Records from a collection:
%%
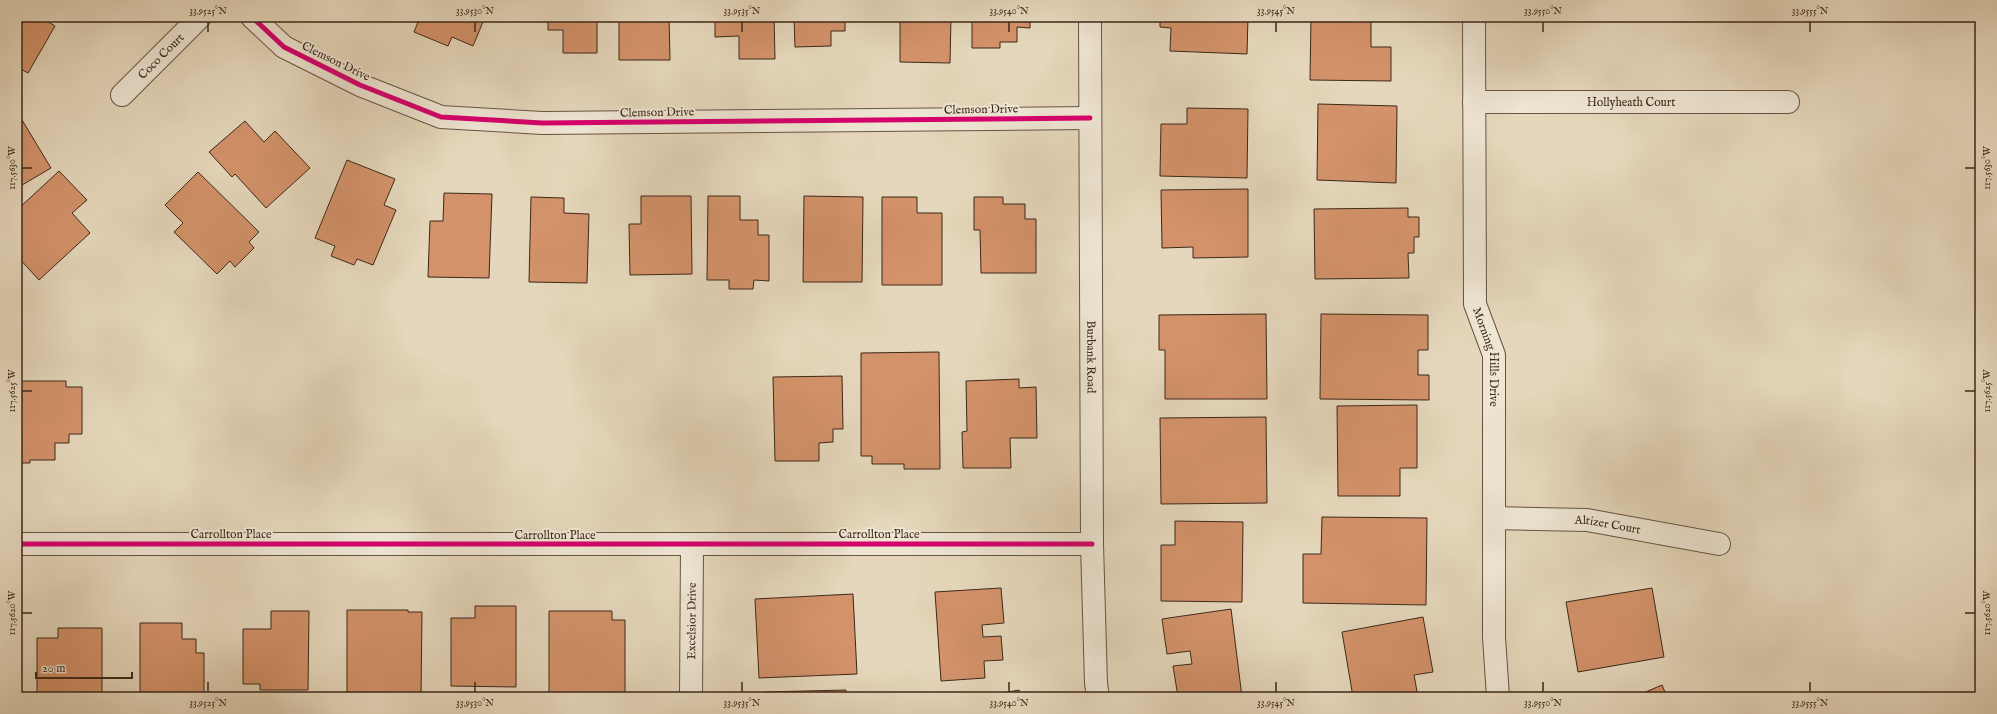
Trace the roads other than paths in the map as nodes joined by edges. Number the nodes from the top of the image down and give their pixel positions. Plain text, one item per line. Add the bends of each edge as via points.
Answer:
1 (200, 17) edge
2 (252, 17) edge
3 (1090, 17) edge
4 (1474, 17) edge
5 (122, 95) dead end
6 (1474, 102) junction
7 (1788, 102) dead end
8 (1090, 118) junction
9 (1494, 518) junction
10 (17, 544) edge
11 (1092, 544) junction
12 (1719, 544) dead end
13 (692, 545) junction
14 (691, 697) edge
15 (1098, 697) edge
16 (1498, 697) edge

1 - 5 street, Coco Court
2 - 8 street, Clemson Drive via 284,47 360,85 441,117 542,123
3 - 8 street, Burbank Road
4 - 6 street, Morning Hills Drive
6 - 7 street, Hollyheath Court
6 - 9 street, Morning Hills Drive via 1475,304 1494,355
8 - 11 street, Burbank Road
9 - 12 street, Altizer Court via 1587,520
9 - 16 street, Morning Hills Drive via 1494,637
10 - 13 street, Carrollton Place
11 - 13 street, Carrollton Place
11 - 15 street, Burbank Road
13 - 14 street, Excelsior Drive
%%
Each line of the data above must be repeated exactly, images excluded.

Trace the roads other than paths in the map as nodes joined by edges. Number the nodes from the top of the image down and give their pixel positions. Plain text, one item per line. Add the bends of each edge as via points.
Answer:
1 (200, 17) edge
2 (252, 17) edge
3 (1090, 17) edge
4 (1474, 17) edge
5 (122, 95) dead end
6 (1474, 102) junction
7 (1788, 102) dead end
8 (1090, 118) junction
9 (1494, 518) junction
10 (17, 544) edge
11 (1092, 544) junction
12 (1719, 544) dead end
13 (692, 545) junction
14 (691, 697) edge
15 (1098, 697) edge
16 (1498, 697) edge

1 - 5 street, Coco Court
2 - 8 street, Clemson Drive via 284,47 360,85 441,117 542,123
3 - 8 street, Burbank Road
4 - 6 street, Morning Hills Drive
6 - 7 street, Hollyheath Court
6 - 9 street, Morning Hills Drive via 1475,304 1494,355
8 - 11 street, Burbank Road
9 - 12 street, Altizer Court via 1587,520
9 - 16 street, Morning Hills Drive via 1494,637
10 - 13 street, Carrollton Place
11 - 13 street, Carrollton Place
11 - 15 street, Burbank Road
13 - 14 street, Excelsior Drive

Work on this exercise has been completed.